# [PROVIDED ENTRIES]

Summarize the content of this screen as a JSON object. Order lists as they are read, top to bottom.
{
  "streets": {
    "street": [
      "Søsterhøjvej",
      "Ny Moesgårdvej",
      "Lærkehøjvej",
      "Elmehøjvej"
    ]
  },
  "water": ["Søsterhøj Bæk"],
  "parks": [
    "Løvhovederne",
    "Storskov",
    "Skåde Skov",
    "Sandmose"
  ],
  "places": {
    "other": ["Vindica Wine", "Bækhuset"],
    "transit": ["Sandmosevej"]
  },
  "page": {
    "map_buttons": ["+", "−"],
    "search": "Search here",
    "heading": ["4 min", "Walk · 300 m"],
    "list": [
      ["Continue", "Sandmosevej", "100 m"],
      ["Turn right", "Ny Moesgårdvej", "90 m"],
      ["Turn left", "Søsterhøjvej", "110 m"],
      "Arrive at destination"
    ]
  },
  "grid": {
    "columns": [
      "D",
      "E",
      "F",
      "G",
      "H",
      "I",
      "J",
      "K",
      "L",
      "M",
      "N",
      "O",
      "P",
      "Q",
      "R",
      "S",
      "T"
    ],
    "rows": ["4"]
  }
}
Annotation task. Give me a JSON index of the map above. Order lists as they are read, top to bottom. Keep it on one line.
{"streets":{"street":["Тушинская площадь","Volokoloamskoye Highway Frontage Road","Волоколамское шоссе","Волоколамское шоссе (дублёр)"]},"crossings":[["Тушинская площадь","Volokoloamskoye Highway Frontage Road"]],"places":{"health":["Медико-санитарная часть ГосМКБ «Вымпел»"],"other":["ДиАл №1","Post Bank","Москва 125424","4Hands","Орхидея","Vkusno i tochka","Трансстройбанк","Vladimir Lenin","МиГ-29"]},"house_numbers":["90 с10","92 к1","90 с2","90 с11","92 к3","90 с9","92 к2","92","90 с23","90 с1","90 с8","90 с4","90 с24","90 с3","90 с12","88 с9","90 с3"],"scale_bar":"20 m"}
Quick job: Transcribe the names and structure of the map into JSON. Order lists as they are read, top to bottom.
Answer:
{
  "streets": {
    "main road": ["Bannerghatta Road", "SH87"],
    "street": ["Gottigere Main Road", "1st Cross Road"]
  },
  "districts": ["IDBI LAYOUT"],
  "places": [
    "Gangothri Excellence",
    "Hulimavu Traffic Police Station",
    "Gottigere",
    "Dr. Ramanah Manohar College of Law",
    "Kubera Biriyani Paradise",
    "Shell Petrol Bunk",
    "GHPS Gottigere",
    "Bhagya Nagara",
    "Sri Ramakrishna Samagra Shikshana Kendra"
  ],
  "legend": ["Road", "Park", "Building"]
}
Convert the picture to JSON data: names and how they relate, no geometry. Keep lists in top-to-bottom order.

# [WHAT TO DO]
When you transcribe the listing, make each line match the original exactly.

# [ANSWER TO THE PROBLEM]
Summarize the content of this screen as a JSON object. Order lists as they are read, top to bottom.
{
  "streets": {
    "street": [
      "Søsterhøjvej",
      "Ny Moesgårdvej",
      "Lærkehøjvej",
      "Elmehøjvej"
    ]
  },
  "water": ["Søsterhøj Bæk"],
  "parks": [
    "Løvhovederne",
    "Storskov",
    "Skåde Skov",
    "Sandmose"
  ],
  "places": {
    "other": ["Vindica Wine", "Bækhuset"],
    "transit": ["Sandmosevej"]
  },
  "page": {
    "map_buttons": ["+", "−"],
    "search": "Search here",
    "heading": ["4 min", "Walk · 300 m"],
    "list": [
      ["Continue", "Sandmosevej", "100 m"],
      ["Turn right", "Ny Moesgårdvej", "90 m"],
      ["Turn left", "Søsterhøjvej", "110 m"],
      "Arrive at destination"
    ]
  },
  "grid": {
    "columns": [
      "D",
      "E",
      "F",
      "G",
      "H",
      "I",
      "J",
      "K",
      "L",
      "M",
      "N",
      "O",
      "P",
      "Q",
      "R",
      "S",
      "T"
    ],
    "rows": ["4"]
  }
}
Annotation task. Give me a JSON index of the map above. Order lists as they are read, top to bottom. Keep it on one line.
{"streets":{"street":["Тушинская площадь","Volokoloamskoye Highway Frontage Road","Волоколамское шоссе","Волоколамское шоссе (дублёр)"]},"crossings":[["Тушинская площадь","Volokoloamskoye Highway Frontage Road"]],"places":{"health":["Медико-санитарная часть ГосМКБ «Вымпел»"],"other":["ДиАл №1","Post Bank","Москва 125424","4Hands","Орхидея","Vkusno i tochka","Трансстройбанк","Vladimir Lenin","МиГ-29"]},"house_numbers":["90 с10","92 к1","90 с2","90 с11","92 к3","90 с9","92 к2","92","90 с23","90 с1","90 с8","90 с4","90 с24","90 с3","90 с12","88 с9","90 с3"],"scale_bar":"20 m"}
Quick job: Transcribe the names and structure of the map into JSON. Order lists as they are read, top to bottom.
Answer:
{
  "streets": {
    "main road": ["Bannerghatta Road", "SH87"],
    "street": ["Gottigere Main Road", "1st Cross Road"]
  },
  "districts": ["IDBI LAYOUT"],
  "places": [
    "Gangothri Excellence",
    "Hulimavu Traffic Police Station",
    "Gottigere",
    "Dr. Ramanah Manohar College of Law",
    "Kubera Biriyani Paradise",
    "Shell Petrol Bunk",
    "GHPS Gottigere",
    "Bhagya Nagara",
    "Sri Ramakrishna Samagra Shikshana Kendra"
  ],
  "legend": ["Road", "Park", "Building"]
}
Convert the picture to JSON data: names and how they relate, no geometry. Keep lists in top-to-bottom order.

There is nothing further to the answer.